Work instruction. Look through the entries. Copy each line that has the word "Hill".

---

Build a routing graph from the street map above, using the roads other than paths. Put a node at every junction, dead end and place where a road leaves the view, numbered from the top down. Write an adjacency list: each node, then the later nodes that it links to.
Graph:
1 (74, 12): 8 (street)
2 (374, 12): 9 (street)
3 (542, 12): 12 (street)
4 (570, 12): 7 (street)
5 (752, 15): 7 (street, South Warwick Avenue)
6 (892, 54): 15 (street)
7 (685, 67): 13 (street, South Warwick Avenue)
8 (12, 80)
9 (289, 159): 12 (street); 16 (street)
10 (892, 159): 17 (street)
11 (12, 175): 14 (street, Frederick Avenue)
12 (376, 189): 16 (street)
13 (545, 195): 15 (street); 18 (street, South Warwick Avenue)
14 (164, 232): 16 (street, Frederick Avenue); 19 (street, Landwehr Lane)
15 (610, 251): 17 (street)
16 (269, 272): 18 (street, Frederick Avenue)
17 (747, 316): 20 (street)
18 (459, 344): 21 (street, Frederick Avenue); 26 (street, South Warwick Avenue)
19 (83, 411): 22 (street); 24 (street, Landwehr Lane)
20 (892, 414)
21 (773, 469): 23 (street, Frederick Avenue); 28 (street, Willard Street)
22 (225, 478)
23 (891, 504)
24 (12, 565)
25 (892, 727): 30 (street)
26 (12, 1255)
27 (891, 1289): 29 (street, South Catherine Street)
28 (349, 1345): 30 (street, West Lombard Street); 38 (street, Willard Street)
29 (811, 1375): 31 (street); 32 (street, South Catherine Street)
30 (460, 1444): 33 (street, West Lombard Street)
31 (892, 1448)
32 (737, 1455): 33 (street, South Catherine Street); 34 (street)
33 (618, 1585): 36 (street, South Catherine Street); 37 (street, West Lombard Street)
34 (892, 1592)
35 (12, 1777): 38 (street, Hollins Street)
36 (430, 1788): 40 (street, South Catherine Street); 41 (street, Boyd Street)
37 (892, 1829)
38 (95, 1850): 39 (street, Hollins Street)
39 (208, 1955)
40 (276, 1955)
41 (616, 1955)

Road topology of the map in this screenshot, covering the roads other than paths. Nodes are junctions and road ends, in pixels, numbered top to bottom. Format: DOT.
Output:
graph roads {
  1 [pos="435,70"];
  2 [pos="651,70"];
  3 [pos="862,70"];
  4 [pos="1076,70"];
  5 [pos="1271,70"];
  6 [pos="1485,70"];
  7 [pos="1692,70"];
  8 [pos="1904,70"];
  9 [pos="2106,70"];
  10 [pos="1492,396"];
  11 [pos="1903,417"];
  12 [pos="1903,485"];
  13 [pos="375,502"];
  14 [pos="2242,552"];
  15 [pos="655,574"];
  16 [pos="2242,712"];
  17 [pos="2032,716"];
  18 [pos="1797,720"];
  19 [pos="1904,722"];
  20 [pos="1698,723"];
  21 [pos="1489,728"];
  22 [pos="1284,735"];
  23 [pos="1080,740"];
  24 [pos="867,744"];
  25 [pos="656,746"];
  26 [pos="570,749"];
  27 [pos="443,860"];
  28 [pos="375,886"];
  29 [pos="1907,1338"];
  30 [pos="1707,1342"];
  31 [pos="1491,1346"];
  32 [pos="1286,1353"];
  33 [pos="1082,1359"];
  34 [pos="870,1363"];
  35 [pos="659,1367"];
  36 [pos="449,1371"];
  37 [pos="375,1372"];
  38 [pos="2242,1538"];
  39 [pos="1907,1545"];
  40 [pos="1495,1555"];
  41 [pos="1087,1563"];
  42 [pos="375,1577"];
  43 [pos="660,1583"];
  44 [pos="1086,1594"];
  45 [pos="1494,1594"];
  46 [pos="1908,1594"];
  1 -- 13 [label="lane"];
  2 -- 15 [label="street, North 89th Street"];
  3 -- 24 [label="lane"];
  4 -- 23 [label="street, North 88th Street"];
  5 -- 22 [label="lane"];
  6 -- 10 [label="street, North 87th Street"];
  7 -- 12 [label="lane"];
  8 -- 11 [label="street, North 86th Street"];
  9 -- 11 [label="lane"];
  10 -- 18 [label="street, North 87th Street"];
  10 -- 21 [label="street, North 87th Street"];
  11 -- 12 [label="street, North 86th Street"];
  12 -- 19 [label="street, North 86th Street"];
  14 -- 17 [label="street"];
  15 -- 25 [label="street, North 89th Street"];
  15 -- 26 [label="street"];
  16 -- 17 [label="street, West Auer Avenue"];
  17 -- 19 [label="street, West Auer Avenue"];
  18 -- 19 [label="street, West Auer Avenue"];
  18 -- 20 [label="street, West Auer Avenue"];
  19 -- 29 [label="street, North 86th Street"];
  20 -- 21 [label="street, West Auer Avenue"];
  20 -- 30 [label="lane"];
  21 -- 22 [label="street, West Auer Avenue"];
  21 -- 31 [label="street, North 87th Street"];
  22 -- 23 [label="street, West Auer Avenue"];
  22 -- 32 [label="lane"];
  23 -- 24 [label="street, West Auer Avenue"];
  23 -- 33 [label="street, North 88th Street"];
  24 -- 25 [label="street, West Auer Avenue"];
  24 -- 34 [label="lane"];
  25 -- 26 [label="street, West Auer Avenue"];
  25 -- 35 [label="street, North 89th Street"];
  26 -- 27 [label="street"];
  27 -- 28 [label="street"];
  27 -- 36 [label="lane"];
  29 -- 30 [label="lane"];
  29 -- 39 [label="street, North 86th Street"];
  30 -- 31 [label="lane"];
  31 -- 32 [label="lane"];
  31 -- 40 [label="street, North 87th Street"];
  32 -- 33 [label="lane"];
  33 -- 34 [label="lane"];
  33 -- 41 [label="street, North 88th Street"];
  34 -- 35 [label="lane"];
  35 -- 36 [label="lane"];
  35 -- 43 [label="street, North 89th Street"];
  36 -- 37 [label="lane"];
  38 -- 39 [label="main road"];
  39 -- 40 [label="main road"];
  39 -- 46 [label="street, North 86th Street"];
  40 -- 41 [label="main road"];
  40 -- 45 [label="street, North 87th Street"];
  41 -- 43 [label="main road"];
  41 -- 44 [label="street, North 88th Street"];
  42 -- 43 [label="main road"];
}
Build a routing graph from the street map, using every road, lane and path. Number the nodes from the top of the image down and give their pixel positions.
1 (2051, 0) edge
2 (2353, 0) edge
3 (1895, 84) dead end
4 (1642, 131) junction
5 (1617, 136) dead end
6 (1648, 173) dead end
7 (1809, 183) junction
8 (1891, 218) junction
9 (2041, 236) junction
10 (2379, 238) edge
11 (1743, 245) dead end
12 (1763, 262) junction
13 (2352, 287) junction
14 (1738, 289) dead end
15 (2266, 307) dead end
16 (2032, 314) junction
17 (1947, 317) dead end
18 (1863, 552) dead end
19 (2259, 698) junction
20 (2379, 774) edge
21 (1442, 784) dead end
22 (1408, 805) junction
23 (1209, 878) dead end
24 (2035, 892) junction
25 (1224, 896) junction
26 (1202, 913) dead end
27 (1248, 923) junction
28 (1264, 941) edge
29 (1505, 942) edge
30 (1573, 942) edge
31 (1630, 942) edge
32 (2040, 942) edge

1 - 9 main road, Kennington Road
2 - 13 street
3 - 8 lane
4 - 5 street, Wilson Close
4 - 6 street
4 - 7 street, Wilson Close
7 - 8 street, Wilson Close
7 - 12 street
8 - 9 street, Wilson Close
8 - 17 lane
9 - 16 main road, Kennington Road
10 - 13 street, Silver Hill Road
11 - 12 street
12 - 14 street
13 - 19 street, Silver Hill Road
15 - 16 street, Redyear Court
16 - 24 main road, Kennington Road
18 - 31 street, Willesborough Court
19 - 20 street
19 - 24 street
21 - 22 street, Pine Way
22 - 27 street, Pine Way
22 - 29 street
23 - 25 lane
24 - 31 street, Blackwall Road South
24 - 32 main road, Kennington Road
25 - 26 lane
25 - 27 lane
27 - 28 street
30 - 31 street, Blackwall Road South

---

Written response.
10 - 13 street, Silver Hill Road
13 - 19 street, Silver Hill Road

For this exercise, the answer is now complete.